JovianML - ZerotoGAN - Assignment 3
Classifying images of everyday objects using a neural network¶
The ability to try many different neural network architectures to address a problem is what makes deep learning really powerful, especially compared to shallow learning techniques like linear regression, logistic regression etc.
In this assignment, you will:
- Explore the CIFAR10 dataset: https://www.cs.toronto.edu/~kriz/cifar.html
- Set up a training pipeline to train a neural network on a GPU
- Experiment with different network architectures & hyperparameters
As you go through this notebook, you will find a ??? in certain places. Your job is to replace the ??? with appropriate code or values, to ensure that the notebook runs properly end-to-end. Try to experiment with different network structures and hypeparameters to get the lowest loss.
You might find these notebooks useful for reference, as you work through this notebook:
# Uncomment and run the commands below if imports fail
# !conda install numpy pandas pytorch torchvision cpuonly -c pytorch -y
# !pip install matplotlib --upgrade --quiet
import torch
import torchvision
import numpy as np
import matplotlib.pyplot as plt
import torch.nn as nn
import torch.nn.functional as F
from torchvision.datasets import CIFAR10
from torchvision.transforms import ToTensor
from torchvision.utils import make_grid
from torch.utils.data.dataloader import DataLoader
from torch.utils.data import random_split
%matplotlib inline
# Project name used for jovian.commit
project_name = '03-cifar10-feedforward'
Exploring the CIFAR10 dataset¶
dataset = CIFAR10(root='data/', download=True, transform=ToTensor())

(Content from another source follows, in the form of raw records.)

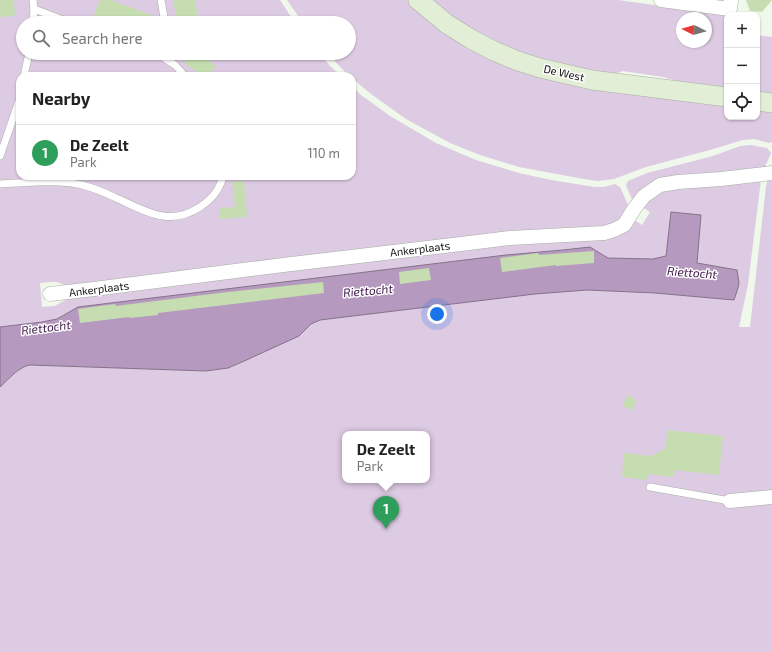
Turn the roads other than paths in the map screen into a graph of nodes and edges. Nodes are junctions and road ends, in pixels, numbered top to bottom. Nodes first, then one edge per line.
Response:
1 (33, 0) edge
2 (161, 0) edge
3 (418, 0) edge
4 (661, 0) edge
5 (731, 0) edge
6 (34, 9) junction
7 (34, 16) edge
8 (52, 16) edge
9 (164, 16) edge
10 (27, 60) edge
11 (170, 60) edge
12 (25, 72) edge
13 (181, 72) edge
14 (724, 97) edge
15 (760, 101) edge
16 (772, 103) edge
17 (16, 110) edge
18 (0, 156) edge
19 (772, 173) edge
20 (222, 180) edge
21 (0, 184) edge
22 (50, 294) dead end
23 (650, 488) dead end
24 (772, 497) edge
25 (730, 501) joint

1 - 6 lane
2 - 9 lane
3 - 14 main road, De West
4 - 5 street
6 - 7 lane
6 - 8 lane
10 - 12 lane
11 - 13 lane
15 - 16 main road
17 - 18 lane
19 - 22 street, Ankerplaats
20 - 21 lane
23 - 25 lane
24 - 25 street

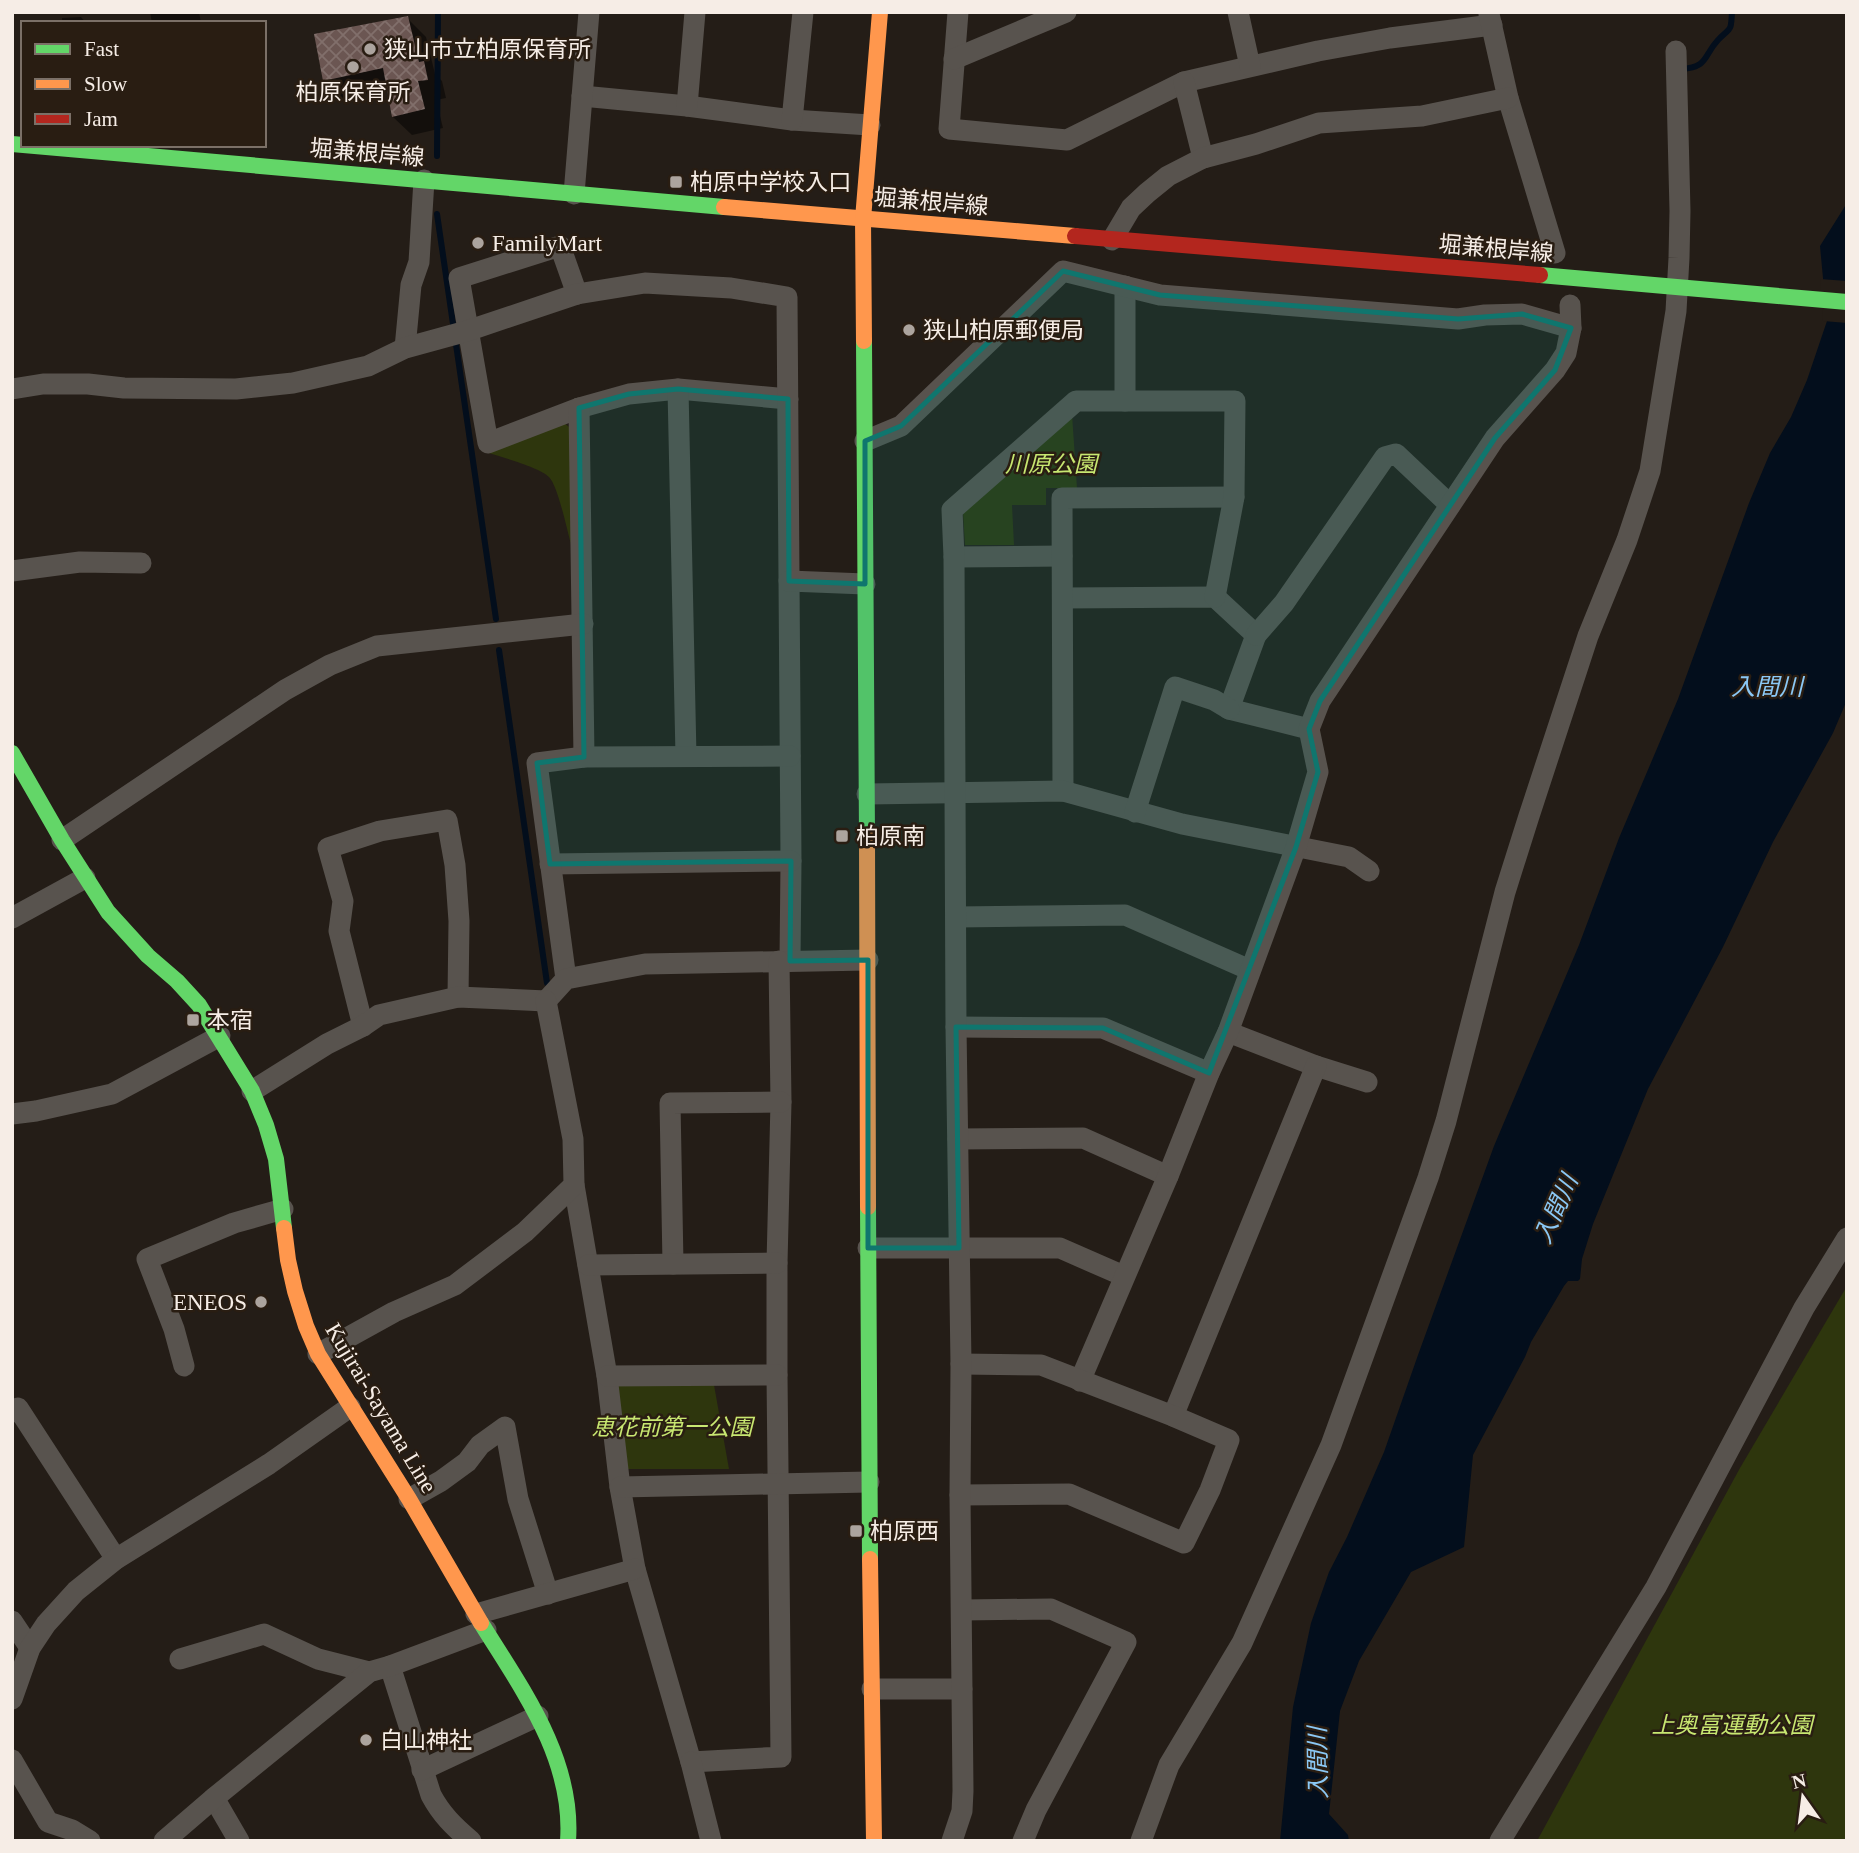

test_dataset = CIFAR10(root='data/', train=False, transform=ToTensor())
Files already downloaded and verified
Q: How many images does the training dataset contain?
dataset_size = len(dataset)
dataset_size
50000
Q: How many images does the testing dataset contain?
test_dataset_size = len(test_dataset)
test_dataset_size
10000
Q: How many output classes does the dataset contain? Can you list them?
Hint: Use dataset.classes
classes = dataset.classes
classes
['airplane', 'automobile', 'bird', 'cat', 'deer', 'dog', 'frog', 'horse', 'ship', 'truck']
num_classes = len(classes)
num_classes
10
Q: What is the shape of an image tensor from the dataset?
img, label = dataset[0]
img_shape = img.shape
img_shape
torch.Size([3, 32, 32])
Note that this dataset consists of 3-channel color images (RGB). Let us look at a sample image from the dataset. matplotlib
expects channels to be the last dimension of the image tensors (whereas in PyTorch they are the first dimension), so we'll the .permute
tensor method to shift channels to the last dimension. Let's also print the label for the image.
img, label = dataset[0]
plt.imshow(img.permute((1, 2, 0)))
print('Label (numeric):', label)
print('Label (textual):', classes[label])
Label (numeric): 6 Label (textual): frog
(Optional) Q: Can you determine the number of images belonging to each class?
Hint: Loop through the dataset.
label_dict = {}
for img, label in dataset:
if label in label_dict:
label_dict[label] += 1
else:
label_dict[label] = 1
label_dict
{0: 5000, 1: 5000, 2: 5000, 3: 5000, 4: 5000, 5: 5000, 6: 5000, 7: 5000, 8: 5000, 9: 5000}
Let's save our work to Jovian, before continuing.
# !pip install jovian --upgrade --quiet
# import jovian
# jovian.commit(project=project_name, environment=None)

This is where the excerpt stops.